To register as foreign reinsurer, a local representative must be appointed to keep records of reinsurance contracts written with local cedants and updated documentation related to reinsurance underwritten. In addition, registered foreign reinsurers will have to file the following information before the regulator: (i) List of reinsurance contracts written during the previous calendar year, (ii) audited financial statements, and, (iii) latest rating granted by one of the authorised rating agencies.
How is financial reinsurance regulated?
The Regulation introduces Financial Reinsurance to the Peruvian market, and defines finite reinsurance as the reinsurance contract by which the cedant transfers, within previously established limits, the total value of their technical obligations arising out of the loss ratio of a given policy portfolio. As such, there is a transfer of the underwriting risk (uncertainty in respect of the quantum of the claims to be paid) and temporal risk (uncertainty on the date in which the claims will be paid).
Local carriers will be allowed to contract “fin re” by the regulator on a case-to-case basis given that reinsurers hold ratings of -or better than- AA by S&P, Aa2 by Moody’s, AA by Fitch or A+ by AM Best.
If authorisation is granted, the regulator will monitor the performance of the contract with the power to order its termination if it is deemed that the parties are not compliant with the Regulation or any other applicable norms.
Exception to Privity of Contract
When a local insurer acts as fronting, ceding 100% of the insured risk to reinsurer(s), the parties (insured, cedant and reinsurer) may convene that payment by the cedant for a specific loss or claim shall be granted only after it has received funds from the reinsurer. For such exemption to apply, a clause with the parties’ agreement and their duties in case of loss must be incorporated in the insurance policy and reinsurance contract. This will suck reinsurers into local disputes when coverage issues arise, effectively blurring the traditional legal and commercial separation of roles.

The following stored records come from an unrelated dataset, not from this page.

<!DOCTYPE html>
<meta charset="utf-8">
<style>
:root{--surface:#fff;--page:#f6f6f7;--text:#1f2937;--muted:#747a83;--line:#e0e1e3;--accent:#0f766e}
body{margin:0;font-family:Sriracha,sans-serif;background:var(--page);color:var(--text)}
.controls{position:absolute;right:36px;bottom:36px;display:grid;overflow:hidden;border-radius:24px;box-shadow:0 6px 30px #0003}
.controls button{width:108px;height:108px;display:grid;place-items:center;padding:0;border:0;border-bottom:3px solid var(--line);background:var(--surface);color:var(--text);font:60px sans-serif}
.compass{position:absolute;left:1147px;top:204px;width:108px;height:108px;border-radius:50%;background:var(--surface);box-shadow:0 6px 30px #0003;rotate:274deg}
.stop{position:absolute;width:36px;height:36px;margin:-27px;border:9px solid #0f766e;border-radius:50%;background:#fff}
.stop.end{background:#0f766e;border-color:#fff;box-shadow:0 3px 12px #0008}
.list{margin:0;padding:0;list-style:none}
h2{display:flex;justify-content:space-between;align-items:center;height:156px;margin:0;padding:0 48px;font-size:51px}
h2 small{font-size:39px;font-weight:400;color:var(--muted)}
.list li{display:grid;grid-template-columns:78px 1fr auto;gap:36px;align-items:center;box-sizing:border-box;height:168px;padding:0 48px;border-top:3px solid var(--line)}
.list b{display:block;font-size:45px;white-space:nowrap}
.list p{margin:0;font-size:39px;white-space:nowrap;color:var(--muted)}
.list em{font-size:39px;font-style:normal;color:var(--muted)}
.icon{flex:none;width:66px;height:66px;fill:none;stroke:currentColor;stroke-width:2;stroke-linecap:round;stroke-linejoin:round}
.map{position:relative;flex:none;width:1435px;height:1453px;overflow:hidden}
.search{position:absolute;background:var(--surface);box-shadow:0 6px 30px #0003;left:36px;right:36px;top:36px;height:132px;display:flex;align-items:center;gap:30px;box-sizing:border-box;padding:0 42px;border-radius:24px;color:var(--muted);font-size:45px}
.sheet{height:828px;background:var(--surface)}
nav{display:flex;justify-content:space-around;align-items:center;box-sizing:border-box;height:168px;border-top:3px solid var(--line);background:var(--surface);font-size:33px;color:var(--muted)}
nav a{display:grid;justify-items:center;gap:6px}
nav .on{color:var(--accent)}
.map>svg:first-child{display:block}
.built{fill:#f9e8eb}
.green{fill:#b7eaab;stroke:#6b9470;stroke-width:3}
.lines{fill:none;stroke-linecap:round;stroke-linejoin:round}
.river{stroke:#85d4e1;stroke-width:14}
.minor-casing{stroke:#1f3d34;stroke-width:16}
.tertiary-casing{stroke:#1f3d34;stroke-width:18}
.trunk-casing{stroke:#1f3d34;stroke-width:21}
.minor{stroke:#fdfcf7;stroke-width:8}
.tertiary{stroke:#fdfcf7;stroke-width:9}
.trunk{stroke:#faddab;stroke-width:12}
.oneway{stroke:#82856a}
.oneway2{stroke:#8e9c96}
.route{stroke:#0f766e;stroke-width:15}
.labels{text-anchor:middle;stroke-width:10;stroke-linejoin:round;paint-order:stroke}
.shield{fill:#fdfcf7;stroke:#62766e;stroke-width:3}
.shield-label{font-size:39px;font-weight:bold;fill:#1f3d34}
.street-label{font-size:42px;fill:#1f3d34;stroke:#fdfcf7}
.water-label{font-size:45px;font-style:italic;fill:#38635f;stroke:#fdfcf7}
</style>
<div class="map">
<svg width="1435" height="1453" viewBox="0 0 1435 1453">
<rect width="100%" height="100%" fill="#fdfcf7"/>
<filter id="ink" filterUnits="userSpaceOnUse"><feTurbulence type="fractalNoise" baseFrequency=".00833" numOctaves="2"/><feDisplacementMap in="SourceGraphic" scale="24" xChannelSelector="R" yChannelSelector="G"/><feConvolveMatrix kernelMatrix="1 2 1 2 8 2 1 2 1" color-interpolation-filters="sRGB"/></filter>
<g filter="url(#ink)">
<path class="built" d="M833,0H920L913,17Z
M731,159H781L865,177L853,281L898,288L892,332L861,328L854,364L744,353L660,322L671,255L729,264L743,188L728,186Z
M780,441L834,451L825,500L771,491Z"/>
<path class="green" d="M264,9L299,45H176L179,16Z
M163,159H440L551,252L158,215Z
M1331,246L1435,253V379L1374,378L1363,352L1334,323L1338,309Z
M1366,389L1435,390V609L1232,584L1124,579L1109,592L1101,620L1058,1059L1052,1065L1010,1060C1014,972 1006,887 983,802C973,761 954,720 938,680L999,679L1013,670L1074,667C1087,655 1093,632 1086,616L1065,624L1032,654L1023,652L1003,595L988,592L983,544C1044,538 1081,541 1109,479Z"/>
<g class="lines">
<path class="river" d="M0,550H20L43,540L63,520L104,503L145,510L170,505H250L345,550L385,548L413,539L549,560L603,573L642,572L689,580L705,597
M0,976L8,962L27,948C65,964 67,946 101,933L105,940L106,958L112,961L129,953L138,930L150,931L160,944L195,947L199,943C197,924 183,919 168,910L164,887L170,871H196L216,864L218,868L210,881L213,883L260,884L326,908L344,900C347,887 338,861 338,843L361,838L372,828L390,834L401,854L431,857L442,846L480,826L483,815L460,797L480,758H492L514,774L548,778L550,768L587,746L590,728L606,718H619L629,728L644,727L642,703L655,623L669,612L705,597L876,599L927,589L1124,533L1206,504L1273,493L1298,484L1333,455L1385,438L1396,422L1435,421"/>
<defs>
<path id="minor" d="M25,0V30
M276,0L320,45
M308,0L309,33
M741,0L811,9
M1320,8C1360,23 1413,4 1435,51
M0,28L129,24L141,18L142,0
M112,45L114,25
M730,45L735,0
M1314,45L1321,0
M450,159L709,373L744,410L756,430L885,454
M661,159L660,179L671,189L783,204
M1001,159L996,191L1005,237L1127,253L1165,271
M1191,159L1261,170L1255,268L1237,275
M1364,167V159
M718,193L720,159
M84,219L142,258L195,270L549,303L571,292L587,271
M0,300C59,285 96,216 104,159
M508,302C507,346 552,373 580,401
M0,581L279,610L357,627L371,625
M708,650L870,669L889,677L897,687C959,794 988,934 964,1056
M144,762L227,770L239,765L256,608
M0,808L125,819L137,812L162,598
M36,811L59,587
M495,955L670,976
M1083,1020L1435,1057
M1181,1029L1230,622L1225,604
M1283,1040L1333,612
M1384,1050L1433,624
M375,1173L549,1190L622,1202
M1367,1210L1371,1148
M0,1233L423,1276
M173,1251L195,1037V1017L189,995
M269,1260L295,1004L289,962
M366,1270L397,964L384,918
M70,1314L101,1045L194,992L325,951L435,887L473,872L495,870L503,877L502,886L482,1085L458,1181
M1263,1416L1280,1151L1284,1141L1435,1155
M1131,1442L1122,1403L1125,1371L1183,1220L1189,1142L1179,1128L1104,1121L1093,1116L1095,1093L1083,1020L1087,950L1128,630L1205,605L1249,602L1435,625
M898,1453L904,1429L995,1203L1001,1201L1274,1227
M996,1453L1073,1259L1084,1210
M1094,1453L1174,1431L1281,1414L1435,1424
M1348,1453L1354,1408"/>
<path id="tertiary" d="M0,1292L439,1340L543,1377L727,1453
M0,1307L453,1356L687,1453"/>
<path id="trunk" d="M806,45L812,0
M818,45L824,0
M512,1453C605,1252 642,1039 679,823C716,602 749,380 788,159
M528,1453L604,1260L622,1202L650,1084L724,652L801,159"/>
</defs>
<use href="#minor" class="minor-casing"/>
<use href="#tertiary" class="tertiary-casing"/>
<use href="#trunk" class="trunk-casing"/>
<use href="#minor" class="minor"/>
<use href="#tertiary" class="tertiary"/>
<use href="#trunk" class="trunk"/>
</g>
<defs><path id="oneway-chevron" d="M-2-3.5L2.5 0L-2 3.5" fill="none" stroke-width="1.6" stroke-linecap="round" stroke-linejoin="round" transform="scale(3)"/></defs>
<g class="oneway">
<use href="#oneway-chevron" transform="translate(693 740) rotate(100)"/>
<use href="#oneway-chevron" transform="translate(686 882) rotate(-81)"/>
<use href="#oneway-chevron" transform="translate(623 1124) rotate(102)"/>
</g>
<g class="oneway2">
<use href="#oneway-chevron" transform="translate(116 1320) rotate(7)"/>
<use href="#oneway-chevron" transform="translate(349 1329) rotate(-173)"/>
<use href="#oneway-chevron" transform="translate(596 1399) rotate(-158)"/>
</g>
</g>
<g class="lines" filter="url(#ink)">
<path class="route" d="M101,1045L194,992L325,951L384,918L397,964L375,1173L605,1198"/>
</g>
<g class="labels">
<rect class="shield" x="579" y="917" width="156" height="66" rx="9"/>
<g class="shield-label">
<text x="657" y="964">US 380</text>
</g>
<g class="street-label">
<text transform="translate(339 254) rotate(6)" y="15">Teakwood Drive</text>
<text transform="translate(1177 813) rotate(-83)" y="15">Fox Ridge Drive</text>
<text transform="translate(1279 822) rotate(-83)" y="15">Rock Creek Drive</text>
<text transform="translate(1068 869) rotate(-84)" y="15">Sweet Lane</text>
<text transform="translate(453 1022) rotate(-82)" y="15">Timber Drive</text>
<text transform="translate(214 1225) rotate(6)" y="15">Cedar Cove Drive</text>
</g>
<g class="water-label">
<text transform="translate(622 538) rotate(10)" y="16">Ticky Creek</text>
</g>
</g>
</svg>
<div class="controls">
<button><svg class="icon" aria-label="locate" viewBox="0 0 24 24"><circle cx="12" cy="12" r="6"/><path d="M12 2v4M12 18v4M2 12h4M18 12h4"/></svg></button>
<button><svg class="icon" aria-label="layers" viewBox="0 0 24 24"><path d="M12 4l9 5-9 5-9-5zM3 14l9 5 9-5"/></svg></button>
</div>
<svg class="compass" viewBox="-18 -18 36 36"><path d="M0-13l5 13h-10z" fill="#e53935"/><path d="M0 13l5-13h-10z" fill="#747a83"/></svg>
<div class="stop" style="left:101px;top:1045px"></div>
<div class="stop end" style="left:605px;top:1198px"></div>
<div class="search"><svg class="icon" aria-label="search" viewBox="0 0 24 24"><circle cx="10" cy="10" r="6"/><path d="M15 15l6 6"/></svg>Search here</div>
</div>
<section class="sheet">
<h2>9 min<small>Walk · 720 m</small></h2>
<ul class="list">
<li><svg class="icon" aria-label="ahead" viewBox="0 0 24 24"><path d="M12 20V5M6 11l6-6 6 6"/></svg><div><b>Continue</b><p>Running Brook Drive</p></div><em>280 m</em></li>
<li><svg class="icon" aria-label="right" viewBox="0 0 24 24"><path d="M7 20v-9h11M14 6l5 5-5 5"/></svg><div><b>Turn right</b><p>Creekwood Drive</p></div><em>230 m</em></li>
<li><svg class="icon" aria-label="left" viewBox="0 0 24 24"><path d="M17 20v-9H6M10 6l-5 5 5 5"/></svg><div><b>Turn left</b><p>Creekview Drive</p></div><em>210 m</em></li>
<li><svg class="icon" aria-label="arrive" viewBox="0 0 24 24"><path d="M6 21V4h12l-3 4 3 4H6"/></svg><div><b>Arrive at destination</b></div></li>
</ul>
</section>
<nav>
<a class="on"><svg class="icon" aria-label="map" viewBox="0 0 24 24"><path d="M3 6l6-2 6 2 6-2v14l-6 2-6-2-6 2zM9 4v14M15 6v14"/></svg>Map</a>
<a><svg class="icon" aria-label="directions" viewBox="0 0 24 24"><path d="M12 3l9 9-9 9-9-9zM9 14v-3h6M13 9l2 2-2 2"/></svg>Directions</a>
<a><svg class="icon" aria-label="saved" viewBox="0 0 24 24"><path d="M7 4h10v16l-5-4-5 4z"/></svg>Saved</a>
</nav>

The Regulation has formalised some of the established market practices. Peruvian insurers may coinsure risks provided that the insured has expressly agreed to it in the policy, which must be signed by all coinsurers and their participation in the risk must be clearly shown in the policy. In such cases, a lead coinsurer may be appointed to issue the policy and act on behalf of all coinsurers with the insured. As part of their duties, the lead coinsurer will collect the premium and distribute it among coinsurers and in case of any loss will collect the proportional coverage amounts from coinsurers and pay the loss to the insured.
The Regulation also allows the lead coinsurer to pay the loss in full and then collect the respective quota from coinsurers, if expressly stated in the policy.